START Data shown

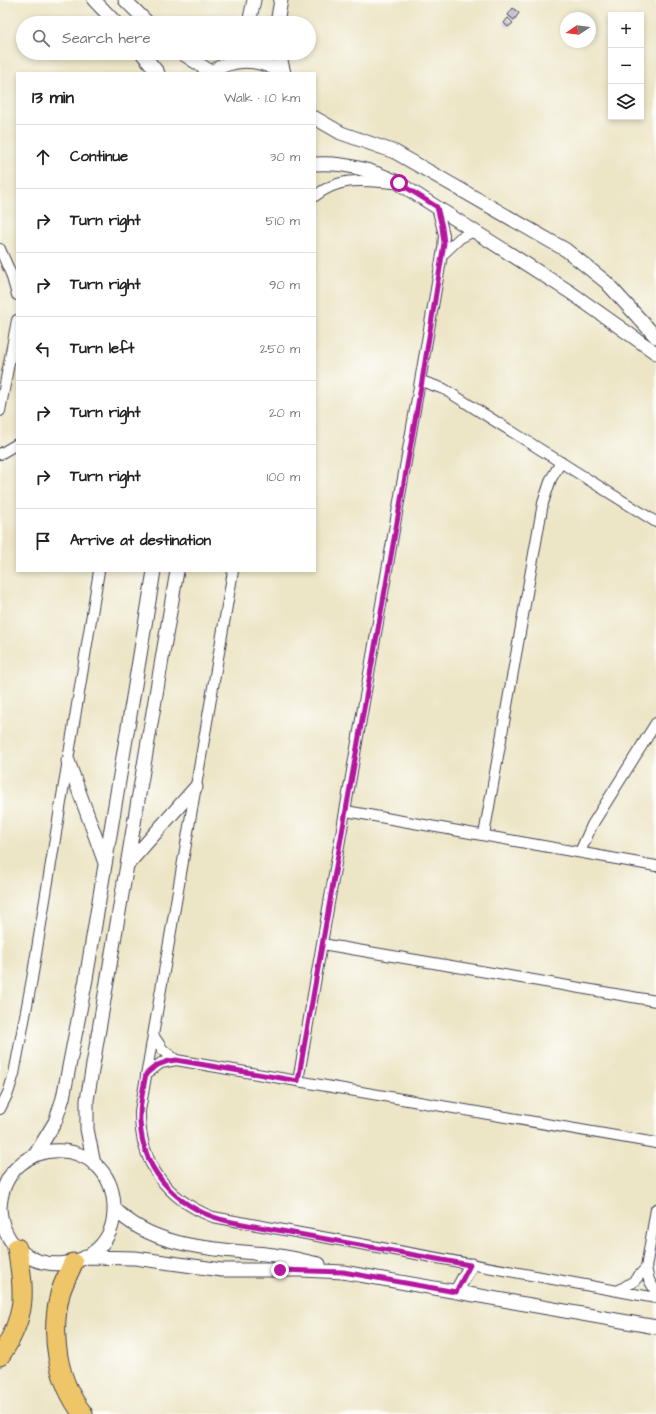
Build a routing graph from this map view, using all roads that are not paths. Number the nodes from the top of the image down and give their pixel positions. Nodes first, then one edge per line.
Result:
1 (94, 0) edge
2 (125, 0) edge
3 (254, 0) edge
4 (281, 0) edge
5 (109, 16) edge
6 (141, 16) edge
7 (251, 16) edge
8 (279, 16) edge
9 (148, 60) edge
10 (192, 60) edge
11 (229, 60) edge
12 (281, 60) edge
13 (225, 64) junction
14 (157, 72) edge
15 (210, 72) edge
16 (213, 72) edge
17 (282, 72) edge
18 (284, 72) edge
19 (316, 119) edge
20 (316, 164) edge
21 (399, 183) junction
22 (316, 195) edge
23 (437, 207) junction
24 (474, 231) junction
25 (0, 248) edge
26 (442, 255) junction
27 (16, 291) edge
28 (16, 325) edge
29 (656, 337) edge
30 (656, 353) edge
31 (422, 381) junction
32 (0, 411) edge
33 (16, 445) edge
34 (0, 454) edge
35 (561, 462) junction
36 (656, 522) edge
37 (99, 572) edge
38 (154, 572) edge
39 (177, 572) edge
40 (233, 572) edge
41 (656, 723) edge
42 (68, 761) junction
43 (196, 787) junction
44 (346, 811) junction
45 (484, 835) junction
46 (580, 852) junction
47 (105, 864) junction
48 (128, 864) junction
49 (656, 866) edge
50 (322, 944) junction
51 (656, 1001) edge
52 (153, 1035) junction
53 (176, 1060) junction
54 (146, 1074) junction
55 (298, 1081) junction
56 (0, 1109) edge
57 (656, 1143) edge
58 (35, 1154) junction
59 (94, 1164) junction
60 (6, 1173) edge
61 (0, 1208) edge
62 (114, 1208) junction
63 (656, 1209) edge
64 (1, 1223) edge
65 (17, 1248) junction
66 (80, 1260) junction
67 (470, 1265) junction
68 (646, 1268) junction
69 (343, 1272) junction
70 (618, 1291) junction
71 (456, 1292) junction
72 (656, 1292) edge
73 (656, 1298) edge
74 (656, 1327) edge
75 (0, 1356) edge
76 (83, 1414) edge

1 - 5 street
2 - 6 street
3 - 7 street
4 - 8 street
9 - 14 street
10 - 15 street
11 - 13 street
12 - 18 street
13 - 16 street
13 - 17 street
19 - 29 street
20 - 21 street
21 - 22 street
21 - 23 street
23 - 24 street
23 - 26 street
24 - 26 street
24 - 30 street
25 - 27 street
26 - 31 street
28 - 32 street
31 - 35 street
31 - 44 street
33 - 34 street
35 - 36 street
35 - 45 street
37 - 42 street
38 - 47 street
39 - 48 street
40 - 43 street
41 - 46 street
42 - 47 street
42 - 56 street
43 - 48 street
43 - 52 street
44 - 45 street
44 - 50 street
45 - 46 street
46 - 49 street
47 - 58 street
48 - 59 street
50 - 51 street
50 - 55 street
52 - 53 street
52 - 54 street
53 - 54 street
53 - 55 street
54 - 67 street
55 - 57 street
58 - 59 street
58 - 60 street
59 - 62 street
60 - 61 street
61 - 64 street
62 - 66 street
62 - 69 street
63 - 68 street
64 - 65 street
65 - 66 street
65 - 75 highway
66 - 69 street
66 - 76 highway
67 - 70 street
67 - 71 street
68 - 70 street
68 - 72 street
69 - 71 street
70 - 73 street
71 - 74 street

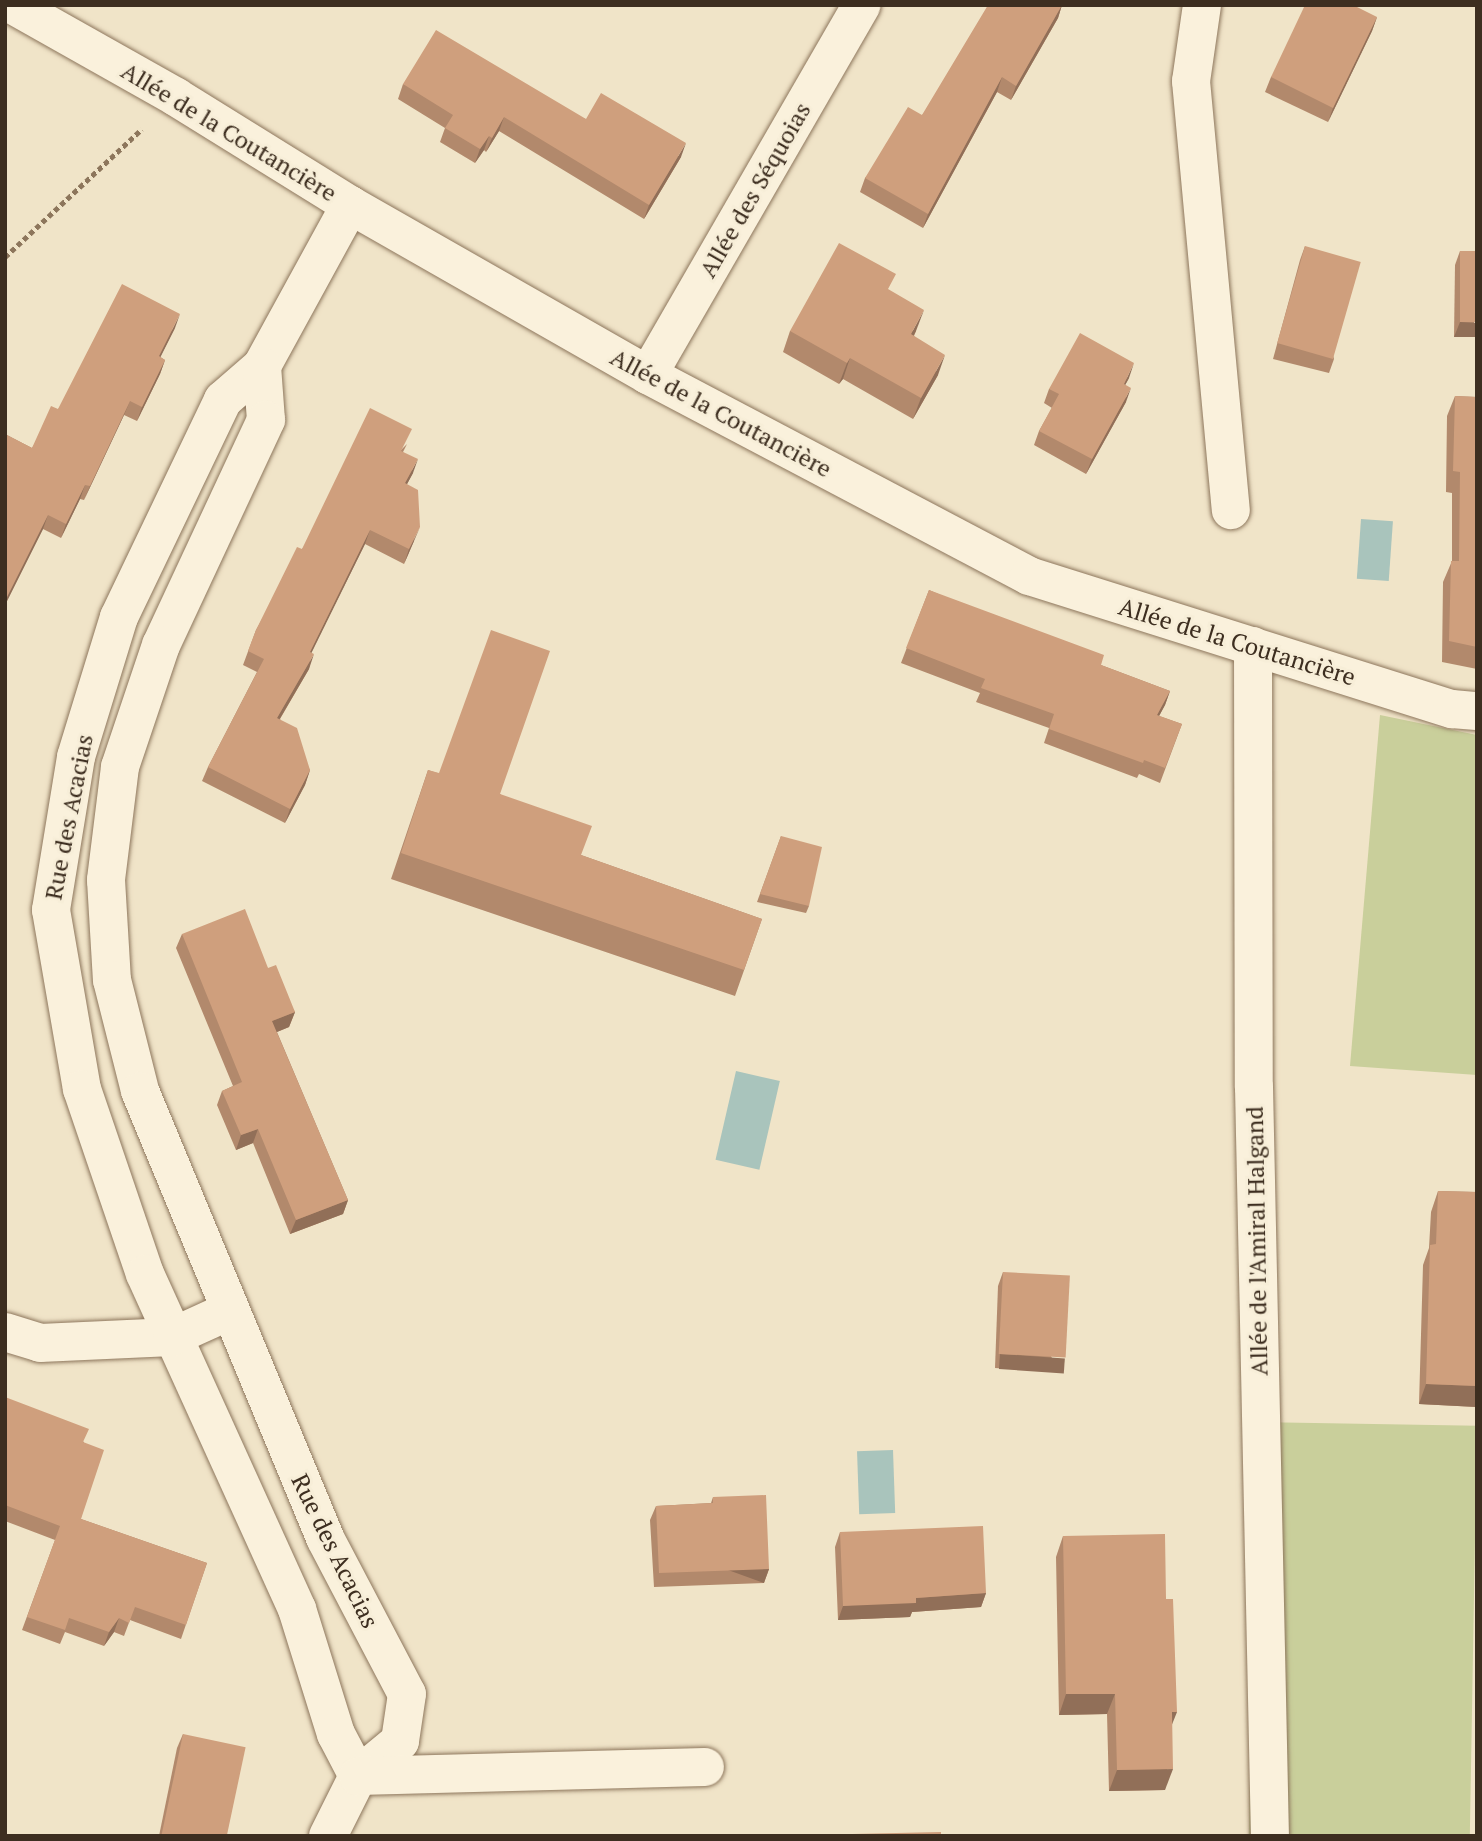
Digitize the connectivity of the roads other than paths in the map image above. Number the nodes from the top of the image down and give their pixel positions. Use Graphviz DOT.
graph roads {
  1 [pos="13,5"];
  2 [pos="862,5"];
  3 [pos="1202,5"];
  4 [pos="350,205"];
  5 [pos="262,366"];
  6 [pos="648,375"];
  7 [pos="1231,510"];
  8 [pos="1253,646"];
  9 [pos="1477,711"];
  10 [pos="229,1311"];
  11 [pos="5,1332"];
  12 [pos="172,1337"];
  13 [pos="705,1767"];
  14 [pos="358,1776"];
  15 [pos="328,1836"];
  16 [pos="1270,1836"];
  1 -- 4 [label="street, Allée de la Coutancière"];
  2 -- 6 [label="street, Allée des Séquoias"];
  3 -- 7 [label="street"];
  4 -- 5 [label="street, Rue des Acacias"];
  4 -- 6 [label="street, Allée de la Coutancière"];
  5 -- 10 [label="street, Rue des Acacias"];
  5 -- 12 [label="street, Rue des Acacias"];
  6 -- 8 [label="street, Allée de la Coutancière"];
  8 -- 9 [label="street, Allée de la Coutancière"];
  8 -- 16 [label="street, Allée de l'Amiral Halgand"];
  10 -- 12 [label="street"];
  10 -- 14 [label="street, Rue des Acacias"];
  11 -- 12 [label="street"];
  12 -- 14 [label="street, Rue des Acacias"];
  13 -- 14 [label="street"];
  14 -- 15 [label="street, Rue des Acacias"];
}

END Data shown

## What you will do:
Pictures are not part of the copy. Return every record exactly.

## Answer for the task:
Build a routing graph from this map view, using all roads that are not paths. Number the nodes from the top of the image down and give their pixel positions. Nodes first, then one edge per line.
Result:
1 (94, 0) edge
2 (125, 0) edge
3 (254, 0) edge
4 (281, 0) edge
5 (109, 16) edge
6 (141, 16) edge
7 (251, 16) edge
8 (279, 16) edge
9 (148, 60) edge
10 (192, 60) edge
11 (229, 60) edge
12 (281, 60) edge
13 (225, 64) junction
14 (157, 72) edge
15 (210, 72) edge
16 (213, 72) edge
17 (282, 72) edge
18 (284, 72) edge
19 (316, 119) edge
20 (316, 164) edge
21 (399, 183) junction
22 (316, 195) edge
23 (437, 207) junction
24 (474, 231) junction
25 (0, 248) edge
26 (442, 255) junction
27 (16, 291) edge
28 (16, 325) edge
29 (656, 337) edge
30 (656, 353) edge
31 (422, 381) junction
32 (0, 411) edge
33 (16, 445) edge
34 (0, 454) edge
35 (561, 462) junction
36 (656, 522) edge
37 (99, 572) edge
38 (154, 572) edge
39 (177, 572) edge
40 (233, 572) edge
41 (656, 723) edge
42 (68, 761) junction
43 (196, 787) junction
44 (346, 811) junction
45 (484, 835) junction
46 (580, 852) junction
47 (105, 864) junction
48 (128, 864) junction
49 (656, 866) edge
50 (322, 944) junction
51 (656, 1001) edge
52 (153, 1035) junction
53 (176, 1060) junction
54 (146, 1074) junction
55 (298, 1081) junction
56 (0, 1109) edge
57 (656, 1143) edge
58 (35, 1154) junction
59 (94, 1164) junction
60 (6, 1173) edge
61 (0, 1208) edge
62 (114, 1208) junction
63 (656, 1209) edge
64 (1, 1223) edge
65 (17, 1248) junction
66 (80, 1260) junction
67 (470, 1265) junction
68 (646, 1268) junction
69 (343, 1272) junction
70 (618, 1291) junction
71 (456, 1292) junction
72 (656, 1292) edge
73 (656, 1298) edge
74 (656, 1327) edge
75 (0, 1356) edge
76 (83, 1414) edge

1 - 5 street
2 - 6 street
3 - 7 street
4 - 8 street
9 - 14 street
10 - 15 street
11 - 13 street
12 - 18 street
13 - 16 street
13 - 17 street
19 - 29 street
20 - 21 street
21 - 22 street
21 - 23 street
23 - 24 street
23 - 26 street
24 - 26 street
24 - 30 street
25 - 27 street
26 - 31 street
28 - 32 street
31 - 35 street
31 - 44 street
33 - 34 street
35 - 36 street
35 - 45 street
37 - 42 street
38 - 47 street
39 - 48 street
40 - 43 street
41 - 46 street
42 - 47 street
42 - 56 street
43 - 48 street
43 - 52 street
44 - 45 street
44 - 50 street
45 - 46 street
46 - 49 street
47 - 58 street
48 - 59 street
50 - 51 street
50 - 55 street
52 - 53 street
52 - 54 street
53 - 54 street
53 - 55 street
54 - 67 street
55 - 57 street
58 - 59 street
58 - 60 street
59 - 62 street
60 - 61 street
61 - 64 street
62 - 66 street
62 - 69 street
63 - 68 street
64 - 65 street
65 - 66 street
65 - 75 highway
66 - 69 street
66 - 76 highway
67 - 70 street
67 - 71 street
68 - 70 street
68 - 72 street
69 - 71 street
70 - 73 street
71 - 74 street

Digitize the connectivity of the roads other than paths in the map image above. Number the nodes from the top of the image down and give their pixel positions. Use Graphviz DOT.
graph roads {
  1 [pos="13,5"];
  2 [pos="862,5"];
  3 [pos="1202,5"];
  4 [pos="350,205"];
  5 [pos="262,366"];
  6 [pos="648,375"];
  7 [pos="1231,510"];
  8 [pos="1253,646"];
  9 [pos="1477,711"];
  10 [pos="229,1311"];
  11 [pos="5,1332"];
  12 [pos="172,1337"];
  13 [pos="705,1767"];
  14 [pos="358,1776"];
  15 [pos="328,1836"];
  16 [pos="1270,1836"];
  1 -- 4 [label="street, Allée de la Coutancière"];
  2 -- 6 [label="street, Allée des Séquoias"];
  3 -- 7 [label="street"];
  4 -- 5 [label="street, Rue des Acacias"];
  4 -- 6 [label="street, Allée de la Coutancière"];
  5 -- 10 [label="street, Rue des Acacias"];
  5 -- 12 [label="street, Rue des Acacias"];
  6 -- 8 [label="street, Allée de la Coutancière"];
  8 -- 9 [label="street, Allée de la Coutancière"];
  8 -- 16 [label="street, Allée de l'Amiral Halgand"];
  10 -- 12 [label="street"];
  10 -- 14 [label="street, Rue des Acacias"];
  11 -- 12 [label="street"];
  12 -- 14 [label="street, Rue des Acacias"];
  13 -- 14 [label="street"];
  14 -- 15 [label="street, Rue des Acacias"];
}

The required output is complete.